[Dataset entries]
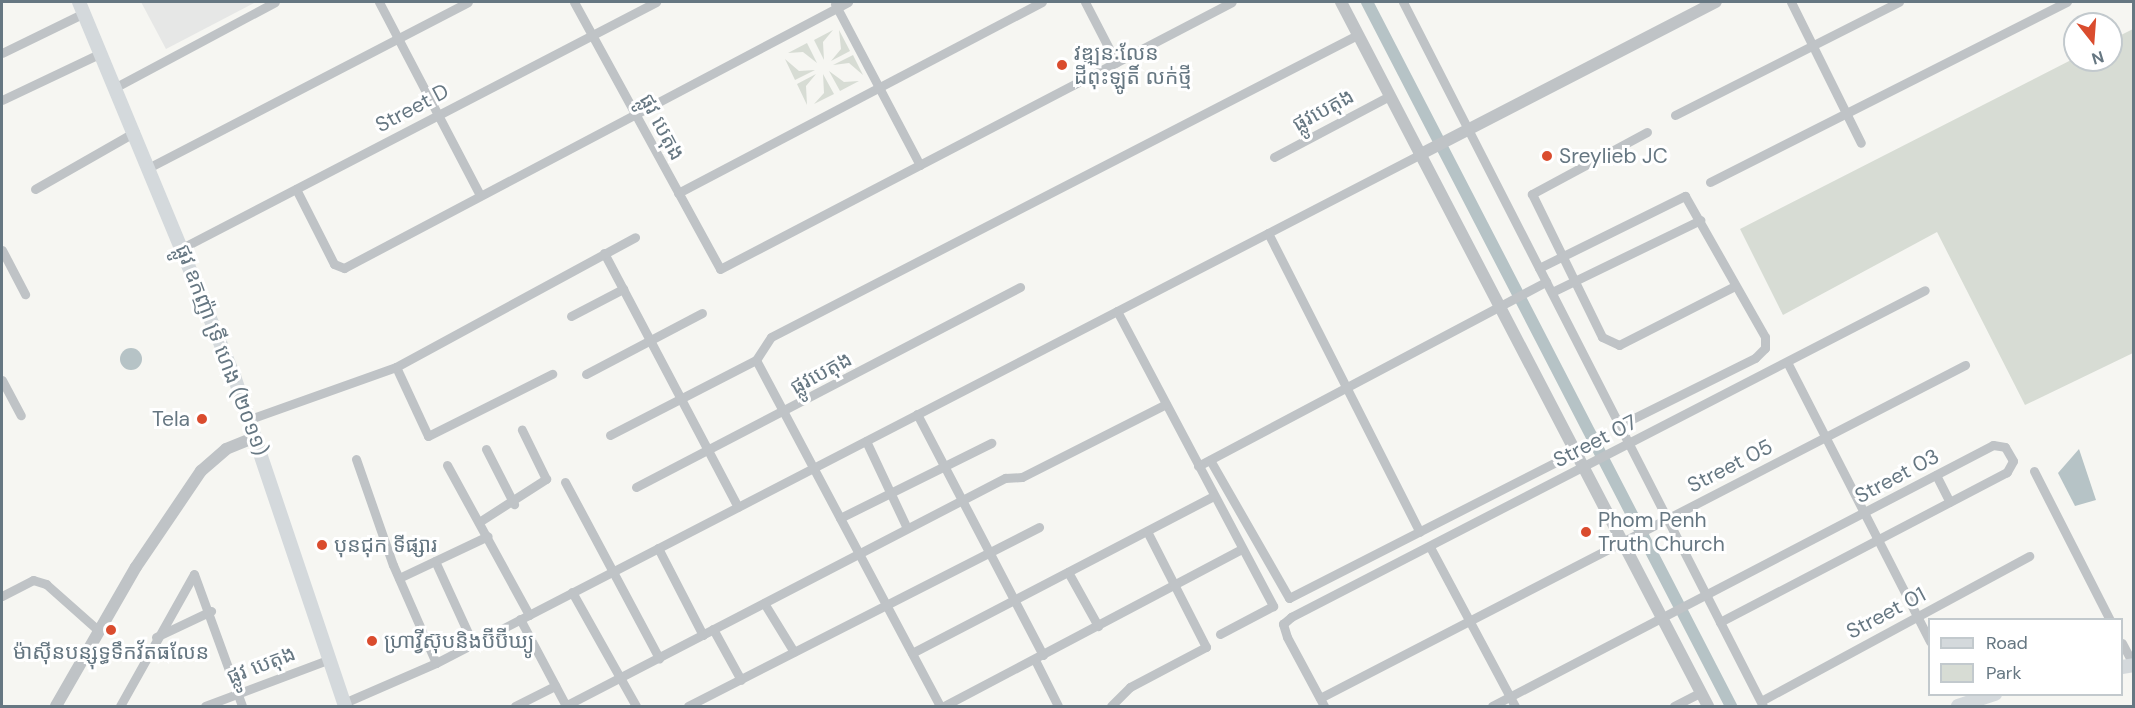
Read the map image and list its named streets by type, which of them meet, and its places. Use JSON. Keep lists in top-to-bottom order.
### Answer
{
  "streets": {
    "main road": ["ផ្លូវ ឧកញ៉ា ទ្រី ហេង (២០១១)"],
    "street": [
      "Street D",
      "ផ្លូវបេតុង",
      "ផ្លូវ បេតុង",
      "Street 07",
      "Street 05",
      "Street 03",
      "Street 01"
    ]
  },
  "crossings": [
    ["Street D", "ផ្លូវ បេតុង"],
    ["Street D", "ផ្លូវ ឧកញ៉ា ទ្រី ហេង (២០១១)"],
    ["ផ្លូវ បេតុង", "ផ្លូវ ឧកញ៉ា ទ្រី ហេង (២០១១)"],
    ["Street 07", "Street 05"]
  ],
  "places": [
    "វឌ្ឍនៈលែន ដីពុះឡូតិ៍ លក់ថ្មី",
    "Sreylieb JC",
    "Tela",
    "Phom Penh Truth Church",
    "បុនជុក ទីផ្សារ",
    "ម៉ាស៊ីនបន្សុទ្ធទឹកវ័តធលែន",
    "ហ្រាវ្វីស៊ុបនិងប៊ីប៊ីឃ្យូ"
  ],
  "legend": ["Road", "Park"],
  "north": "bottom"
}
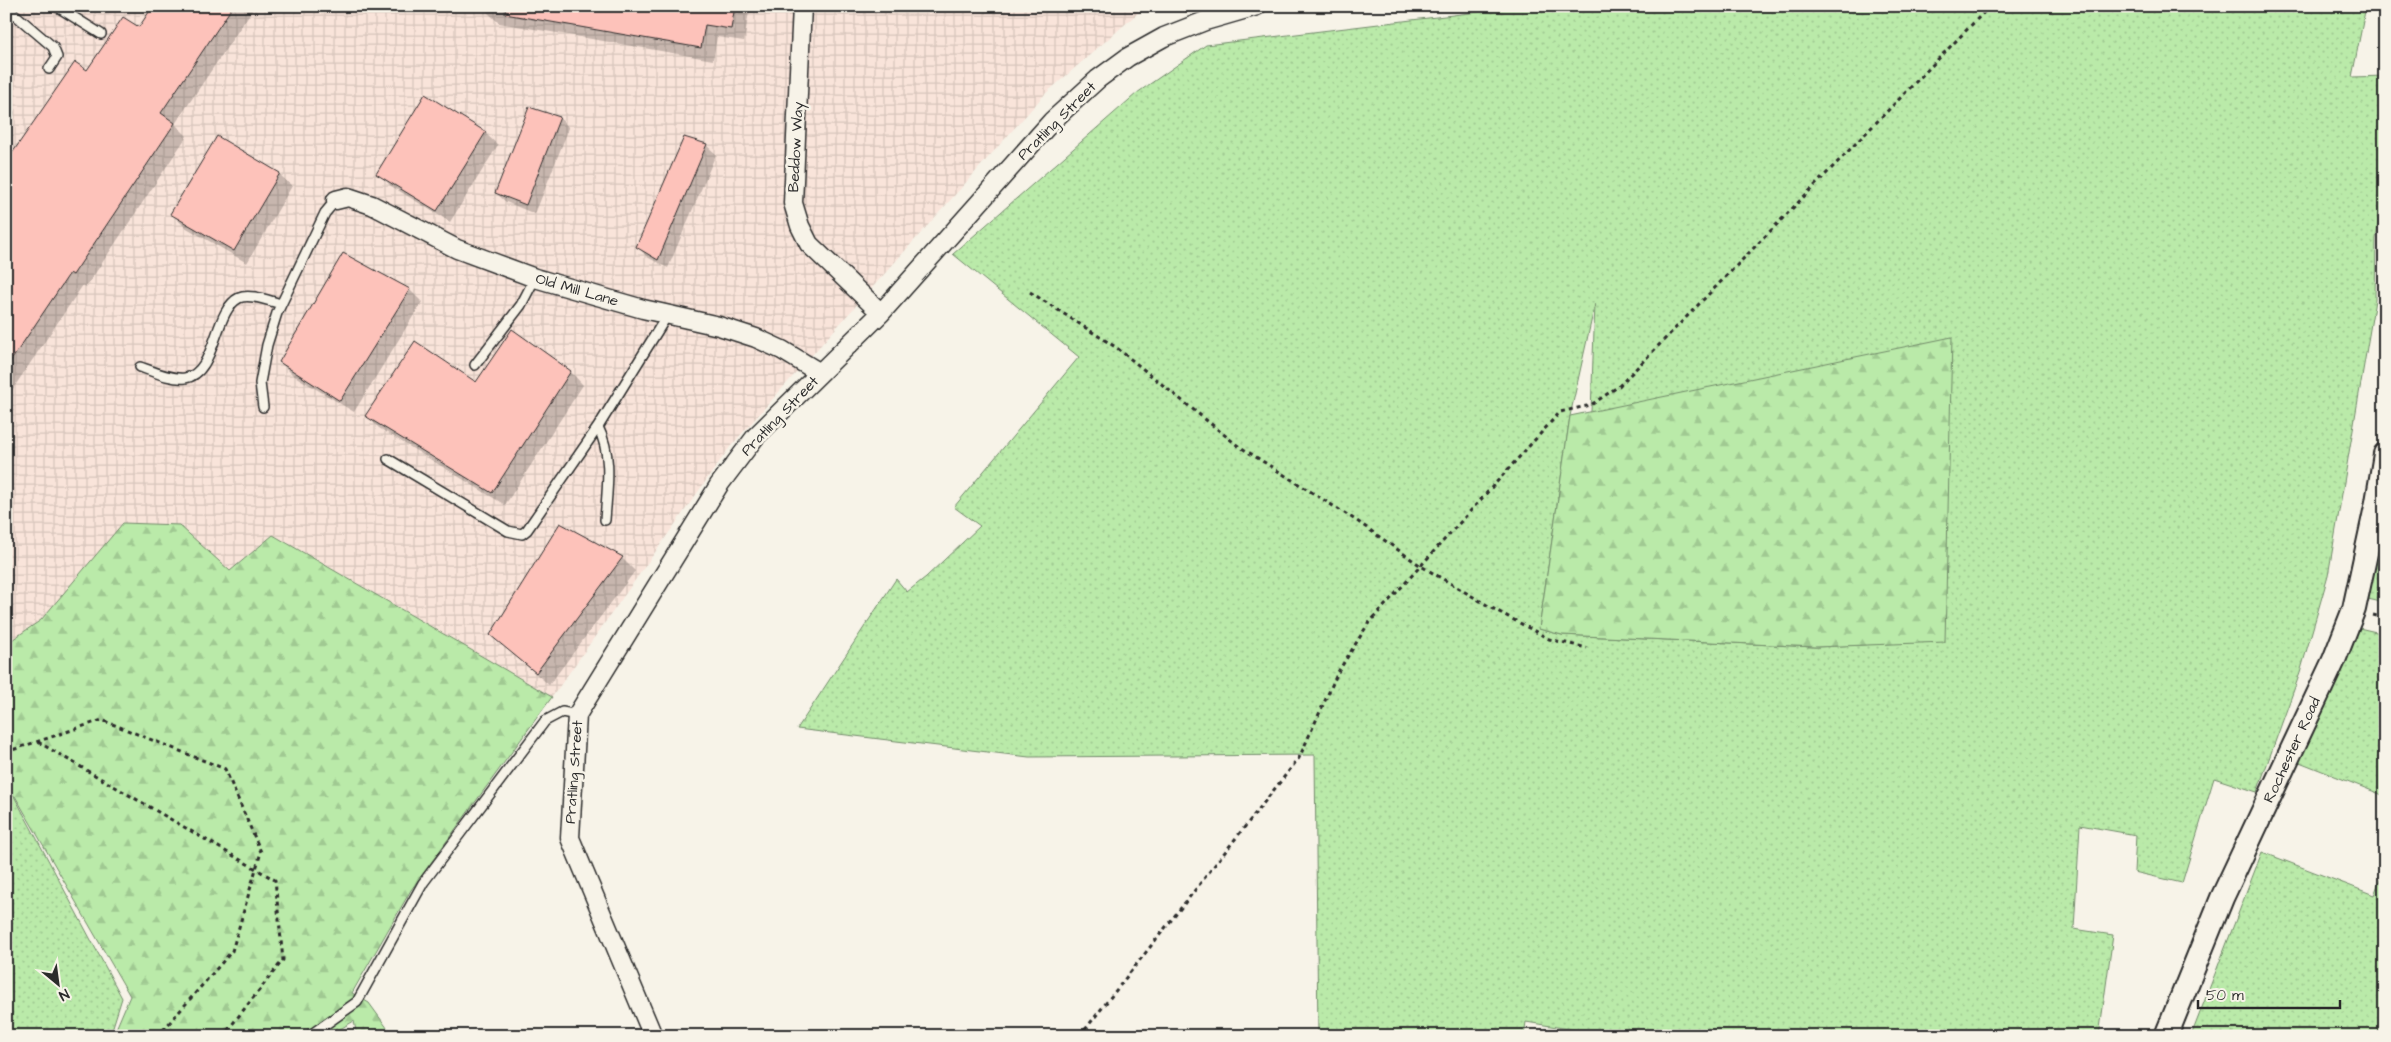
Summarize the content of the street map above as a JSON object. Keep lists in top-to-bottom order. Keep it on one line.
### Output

== EXERCISE GOAL ==
Output consists of exactly the lines from the one containing "Summarize the content" to the end of the records above, retyped without change and with nothing extra.

== WRITTEN REPLY ==
Summarize the content of the street map above as a JSON object. Keep lists in top-to-bottom order. Keep it on one line.
### Output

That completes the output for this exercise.